In the broadest sense, precision agriculture is the science and technology of managing crop production systems by using data and monitoring to improve agricultural output. In more specific terms, it involves the use of information technologies to increase yields, reduce loss of nutrients from the soil, reduce water usage and pollution, and make pest control more accurate.
What are the environmental benefits of precision agriculture?
The concept of precision agriculture was developed in response to the need for more efficient ways to manage water, soil and fertilizer in crop production systems. Because precision agriculture involves improved planting, watering and harvesting techniques, it can reduce the amount of fertilizer used by up to 30 percent. This can reduce water pollution caused by fertilizer run-off.
Another environmental benefit of precision agriculture is that it increases the efficiency with which nutrients are applied to crops. When the right amount of fertilizer is applied to the right part of a crop field, less runs off into rivers or lakes and has to be treated at wastewater plants. Fertilizer also can go straight into the plant, reducing the pollution caused by nitrogen “fumes” from over-fertilized fields.
What are some of precision agriculture’s economic benefits?
Precision agriculture increases crop yields and reduces costs for farmers by using information technology to reduce the amount of water and fertilizer used per acre. This makes the production of food more efficient and less costly.
The use of data to improve water conservation in crop production systems can reduce the amount of fertilizer used by up to 30 percent. In addition, precision agriculture provides farmers with information that allows them to make more informed decisions about every aspect of their farm operations.
Who are the key players in precision agriculture?
Precision Agriculture is an International Technology Collaboration.
International Technology Collaborations are partnerships with public and private entities, government, academia and NGOs. These collaborations play an important role in the development of technology around the world by supporting multi-national research programs, like precision agriculture.
What are some of the benefits of precision agriculture for individual farmers?

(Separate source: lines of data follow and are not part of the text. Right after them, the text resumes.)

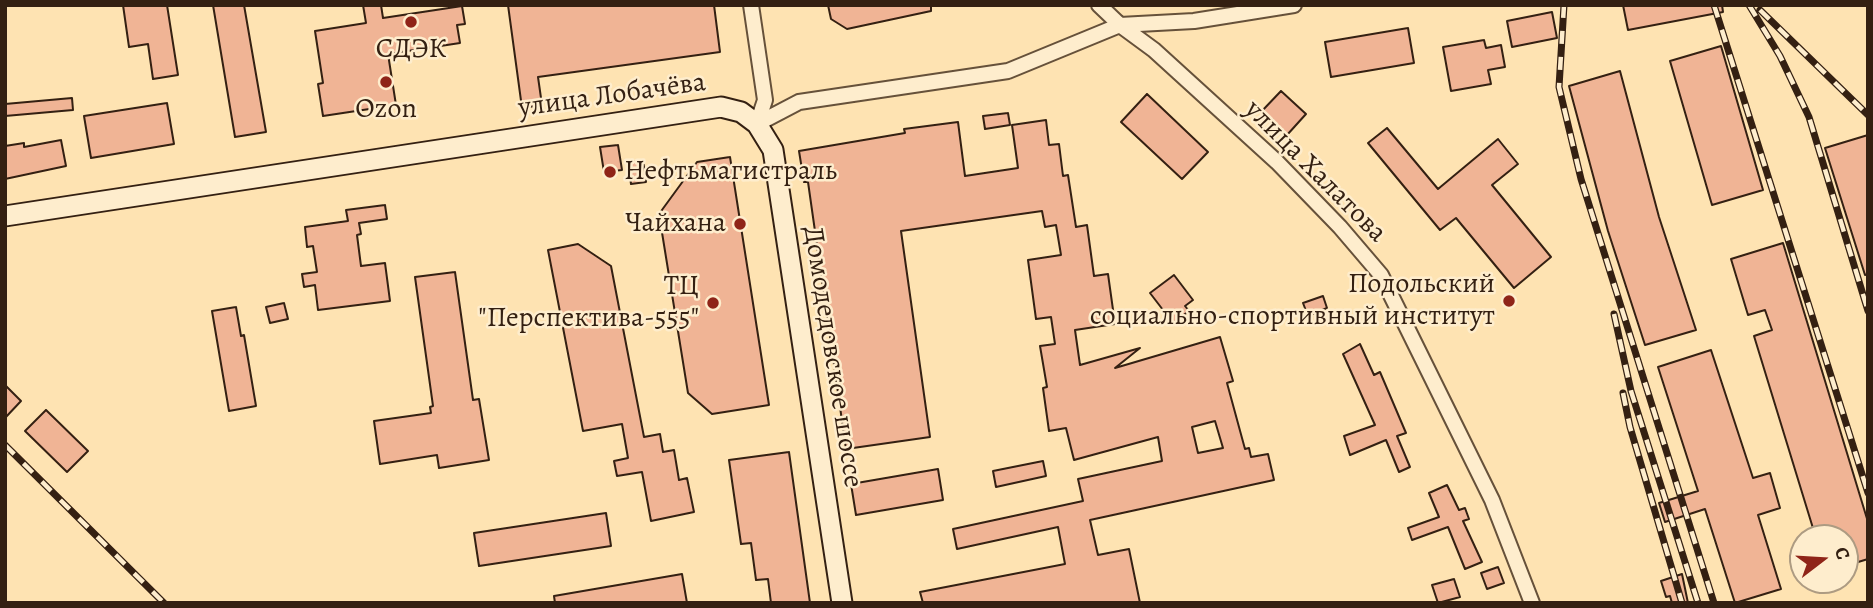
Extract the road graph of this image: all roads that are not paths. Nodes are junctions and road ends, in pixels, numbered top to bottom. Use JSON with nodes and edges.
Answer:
{"nodes":[{"id":1,"x":751,"y":5,"type":"edge"},
{"id":2,"x":1099,"y":5,"type":"edge"},
{"id":3,"x":1294,"y":5,"type":"edge"},
{"id":4,"x":1120,"y":24,"type":"junction"},
{"id":5,"x":757,"y":124,"type":"junction"},
{"id":6,"x":5,"y":216,"type":"edge"},
{"id":7,"x":842,"y":603,"type":"edge"},
{"id":8,"x":1532,"y":603,"type":"edge"}],
"edges":[{"from":1,"to":5,"type":"street"},
{"from":2,"to":4,"type":"street","name":"улица Халатова"},
{"from":3,"to":4,"type":"street"},
{"from":4,"to":5,"type":"street"},
{"from":4,"to":8,"type":"street","name":"улица Халатова"},
{"from":5,"to":6,"type":"main road","name":"улица Лобачёва"},
{"from":5,"to":7,"type":"main road","name":"Домодедовское шоссе"}]}
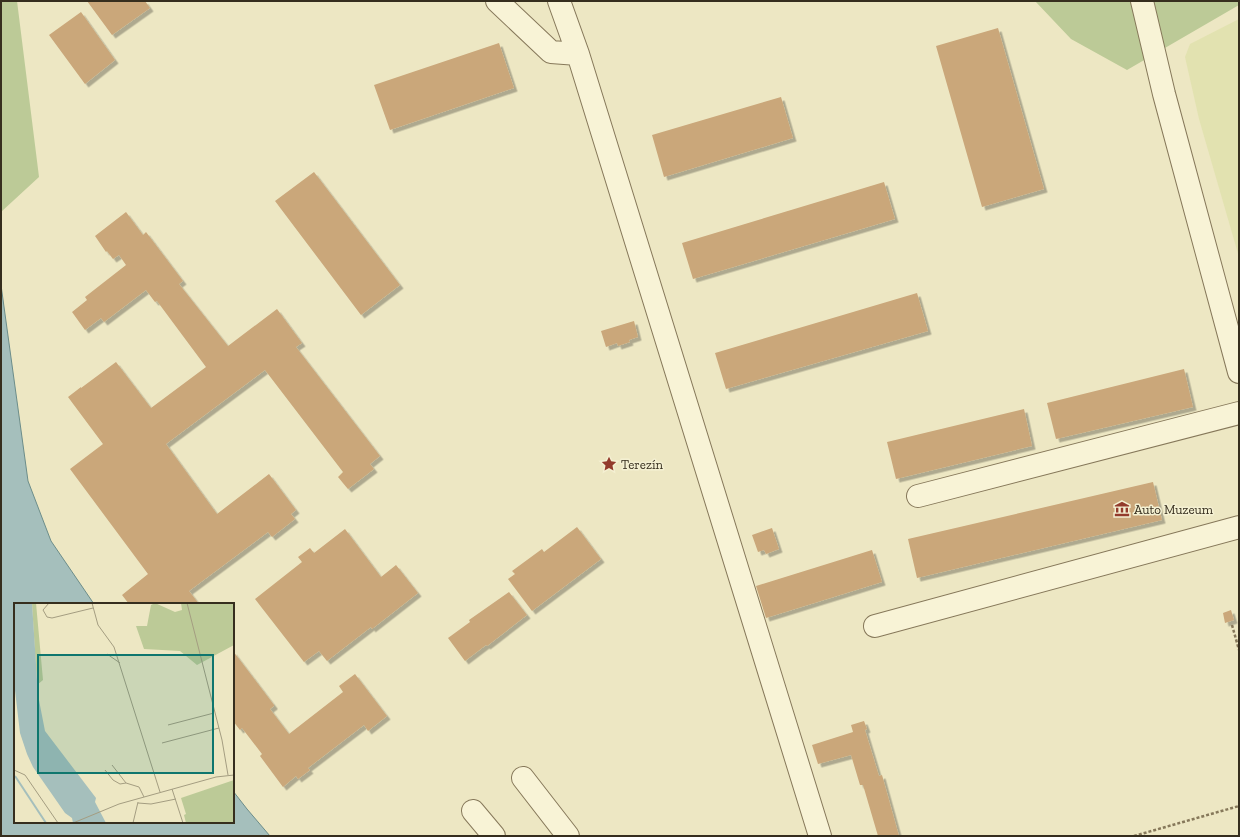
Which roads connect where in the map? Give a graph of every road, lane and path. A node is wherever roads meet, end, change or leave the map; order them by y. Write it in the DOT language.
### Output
graph roads {
  1 [pos="497,1"];
  2 [pos="559,1"];
  3 [pos="1142,1"];
  4 [pos="578,54"];
  5 [pos="1239,372"];
  6 [pos="1239,413"];
  7 [pos="918,496"];
  8 [pos="1239,527"];
  9 [pos="1232,625"];
  10 [pos="876,626"];
  11 [pos="1239,650"];
  12 [pos="523,778"];
  13 [pos="1239,806"];
  14 [pos="473,810"];
  15 [pos="494,836"];
  16 [pos="568,836"];
  17 [pos="820,836"];
  18 [pos="1134,836"];
  1 -- 4 [label="street"];
  2 -- 4 [label="street"];
  3 -- 5 [label="street"];
  4 -- 17 [label="street"];
  6 -- 7 [label="street"];
  8 -- 10 [label="street"];
  9 -- 11 [label="path"];
  12 -- 16 [label="street"];
  13 -- 18 [label="path"];
  14 -- 15 [label="street"];
}
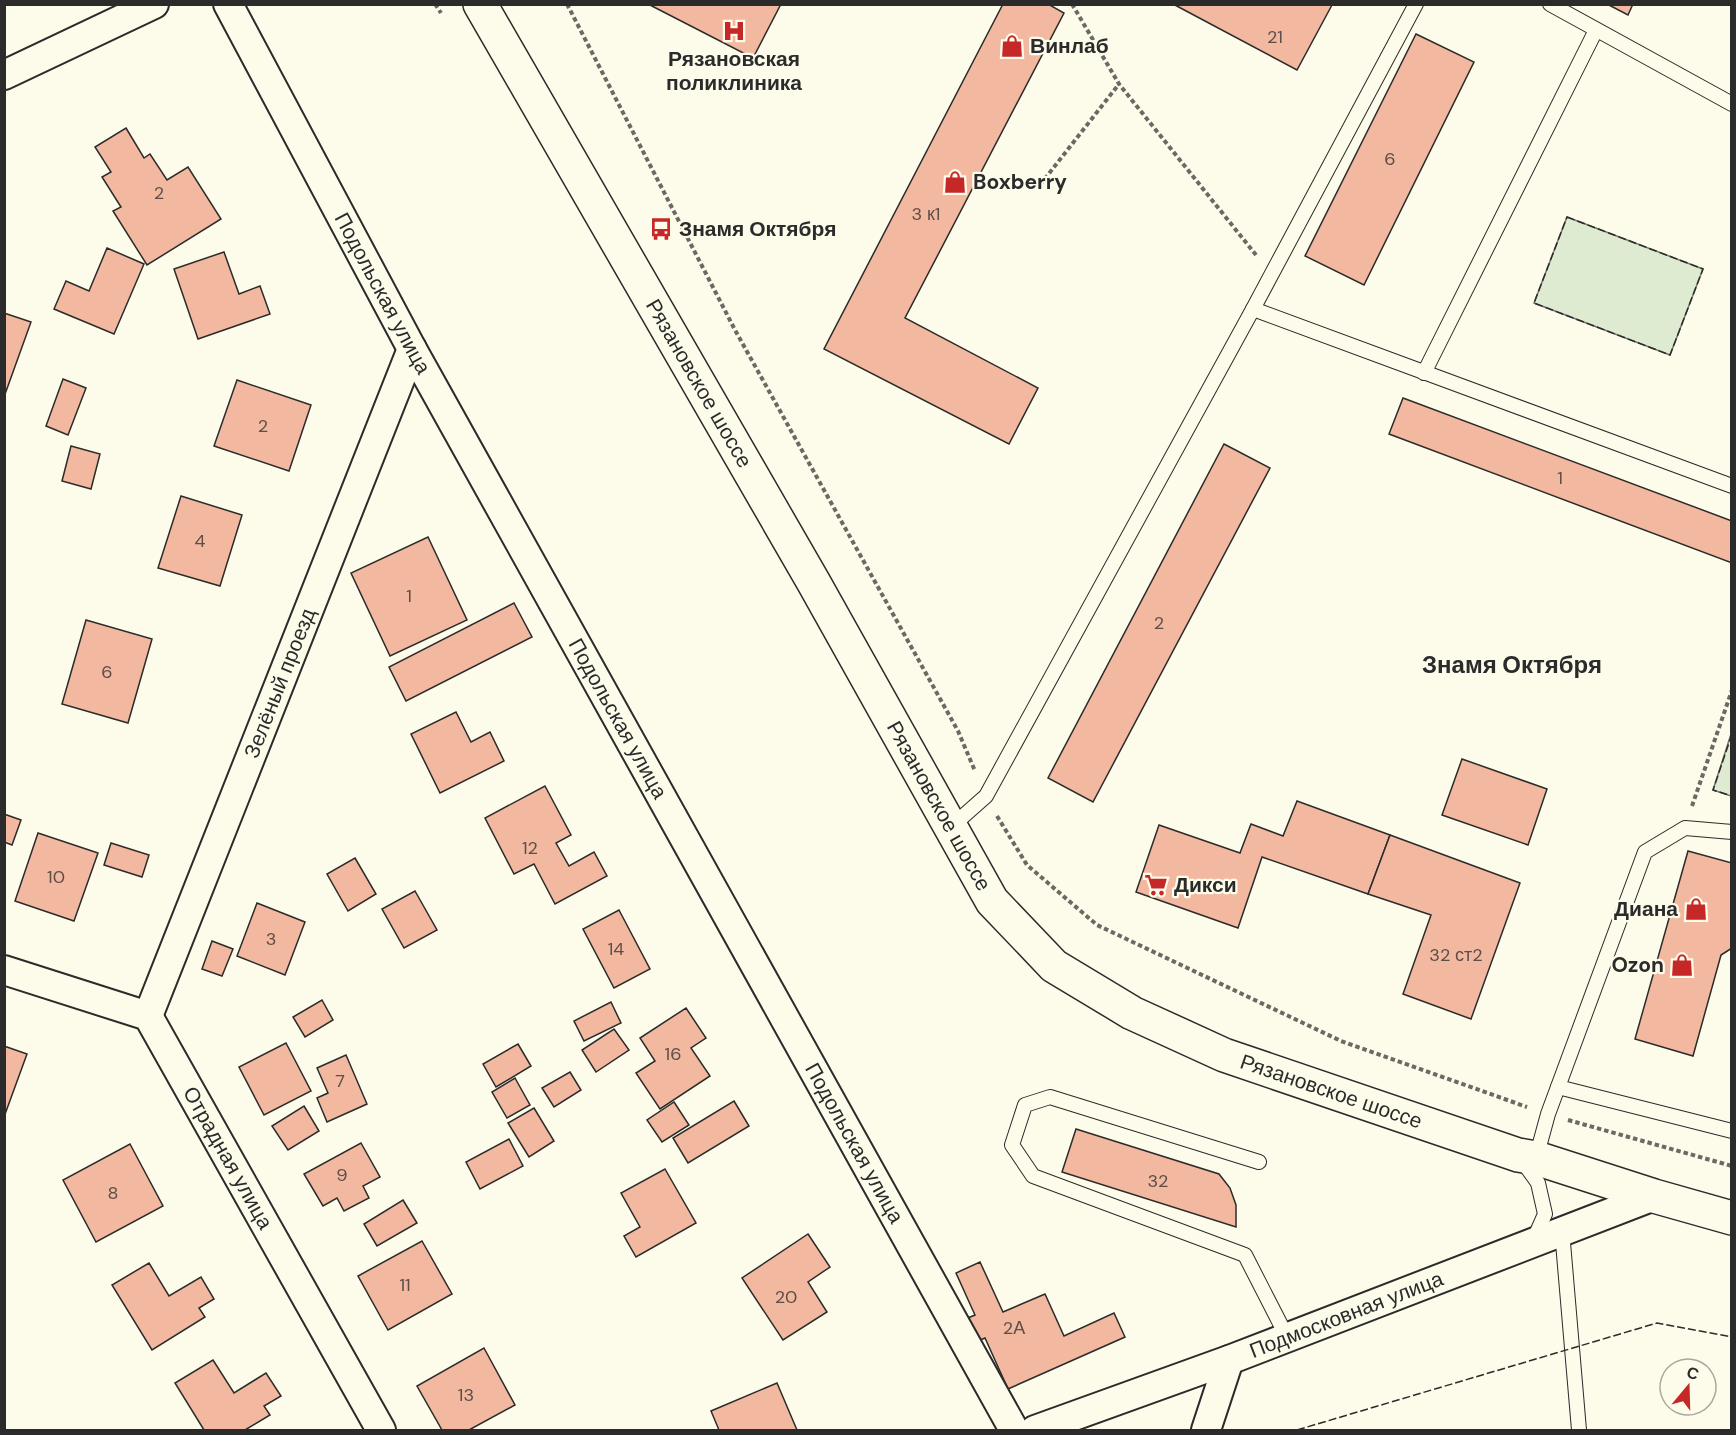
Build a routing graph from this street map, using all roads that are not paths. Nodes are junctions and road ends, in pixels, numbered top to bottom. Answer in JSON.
{"nodes":[{"id":1,"x":154,"y":4,"type":"edge"},
{"id":2,"x":228,"y":4,"type":"edge"},
{"id":3,"x":1416,"y":4,"type":"edge"},
{"id":4,"x":1550,"y":4,"type":"edge"},
{"id":5,"x":484,"y":6,"type":"edge"},
{"id":6,"x":1596,"y":30,"type":"junction"},
{"id":7,"x":4,"y":75,"type":"edge"},
{"id":8,"x":1731,"y":104,"type":"edge"},
{"id":9,"x":1253,"y":309,"type":"junction"},
{"id":10,"x":412,"y":349,"type":"junction"},
{"id":11,"x":1424,"y":373,"type":"junction"},
{"id":12,"x":1731,"y":486,"type":"edge"},
{"id":13,"x":951,"y":827,"type":"junction"},
{"id":14,"x":1731,"y":832,"type":"edge"},
{"id":15,"x":4,"y":970,"type":"edge"},
{"id":16,"x":148,"y":1016,"type":"junction"},
{"id":17,"x":1558,"y":1087,"type":"junction"},
{"id":18,"x":1731,"y":1131,"type":"edge"},
{"id":19,"x":1527,"y":1157,"type":"junction"},
{"id":20,"x":1259,"y":1162,"type":"dead end"},
{"id":21,"x":1654,"y":1196,"type":"junction"},
{"id":22,"x":1731,"y":1218,"type":"edge"},
{"id":23,"x":1562,"y":1231,"type":"junction"},
{"id":24,"x":1532,"y":1243,"type":"junction"},
{"id":25,"x":1287,"y":1337,"type":"junction"},
{"id":26,"x":1229,"y":1360,"type":"junction"},
{"id":27,"x":381,"y":1431,"type":"edge"},
{"id":28,"x":1014,"y":1431,"type":"edge"},
{"id":29,"x":1035,"y":1431,"type":"edge"},
{"id":30,"x":1206,"y":1431,"type":"edge"},
{"id":31,"x":1579,"y":1431,"type":"edge"}],
"edges":[{"from":1,"to":7,"type":"street"},
{"from":2,"to":10,"type":"street","name":"Подольская улица"},
{"from":3,"to":9,"type":"lane"},
{"from":4,"to":6,"type":"lane"},
{"from":5,"to":13,"type":"main road","name":"Рязановское шоссе"},
{"from":6,"to":8,"type":"lane"},
{"from":6,"to":11,"type":"lane"},
{"from":9,"to":11,"type":"lane"},
{"from":9,"to":13,"type":"lane"},
{"from":10,"to":16,"type":"street","name":"Зелёный проезд"},
{"from":10,"to":28,"type":"street","name":"Подольская улица"},
{"from":11,"to":12,"type":"lane"},
{"from":13,"to":19,"type":"main road","name":"Рязановское шоссе"},
{"from":14,"to":17,"type":"lane"},
{"from":15,"to":16,"type":"street"},
{"from":16,"to":27,"type":"street","name":"Отрадная улица"},
{"from":17,"to":18,"type":"lane"},
{"from":17,"to":19,"type":"lane"},
{"from":19,"to":21,"type":"main road","name":"Рязановское шоссе"},
{"from":19,"to":24,"type":"lane"},
{"from":20,"to":25,"type":"lane"},
{"from":21,"to":22,"type":"main road","name":"Рязановское шоссе"},
{"from":21,"to":23,"type":"street","name":"Подмосковная улица"},
{"from":23,"to":24,"type":"street","name":"Подмосковная улица"},
{"from":23,"to":31,"type":"lane"},
{"from":24,"to":25,"type":"street","name":"Подмосковная улица"},
{"from":25,"to":26,"type":"street","name":"Подмосковная улица"},
{"from":26,"to":29,"type":"street","name":"Подмосковная улица"},
{"from":26,"to":30,"type":"street"}]}
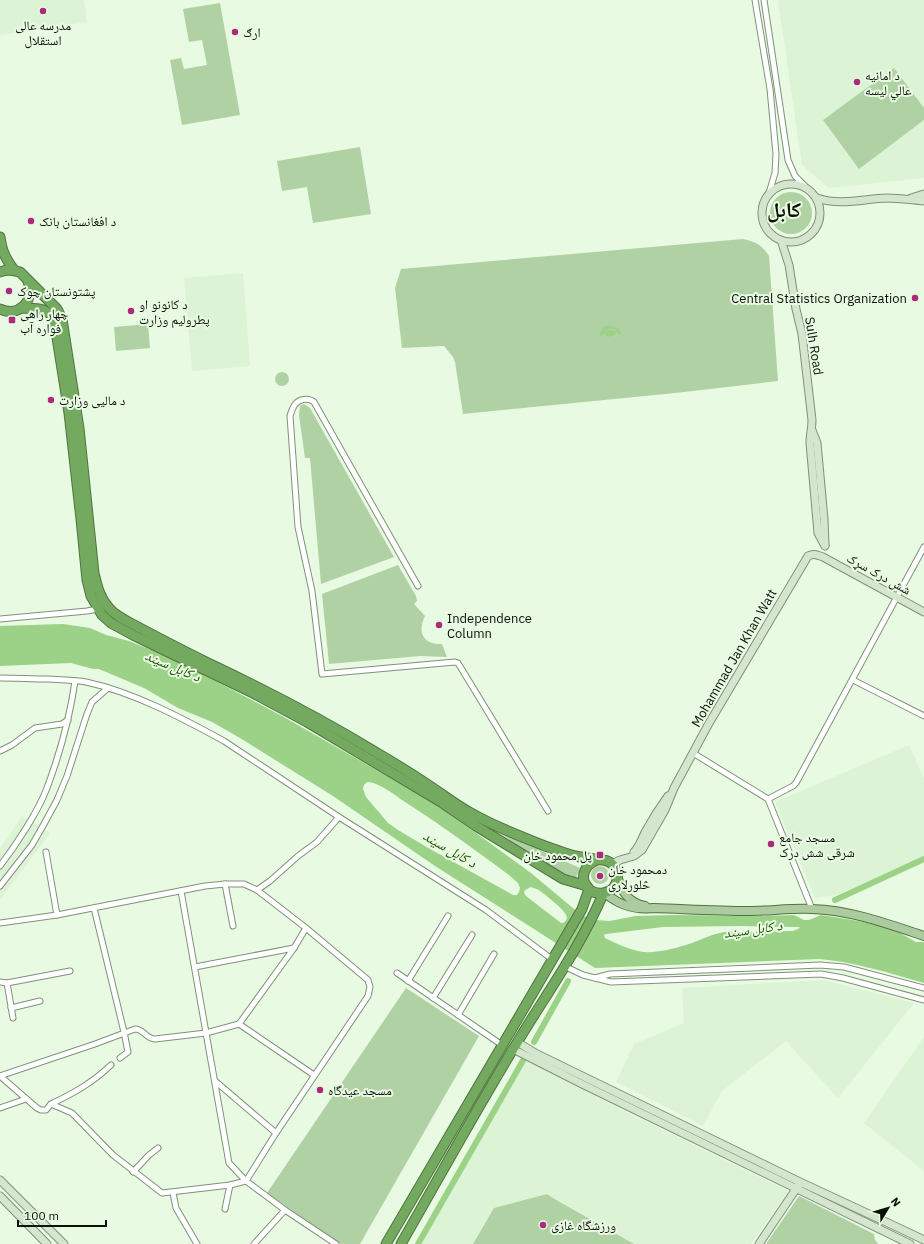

Accurate targeting for fertilization and water management may reduce costs and improve yields. These can be achieved through the use of geographic information systems (GIS) in combination with other technology such as remote sensing, sensors, and mobile communications devices.
How can farmers get involved in precision agriculture?
Precision Agriculture requires a mutual commitment among farmers, technical experts, researchers and policy makers. Farmers’ involvement is needed to develop successful technologies and techniques.
Scientists and researchers need farmers’ input to develop appropriate research strategies. Governments and policy makers need to understand farmers’ needs and identify economic instruments for technology diffusion.
What are some of the solutions in precision agriculture?
One of the first steps is to determine the most appropriate variable for management (fertilizer, water, seed type, etc). That variable is called a parameter. The next step is to find the best way to measure the parameter. This can be done by using a variety of sensors, such as information from satellites.
The third step involves deciding how and when to apply the information about the parameter. This can be done by using information technology and communication tools such as mobile phones and computers.
Finally, farmers need to act on the information they receive in order to optimize or improve their farming practices.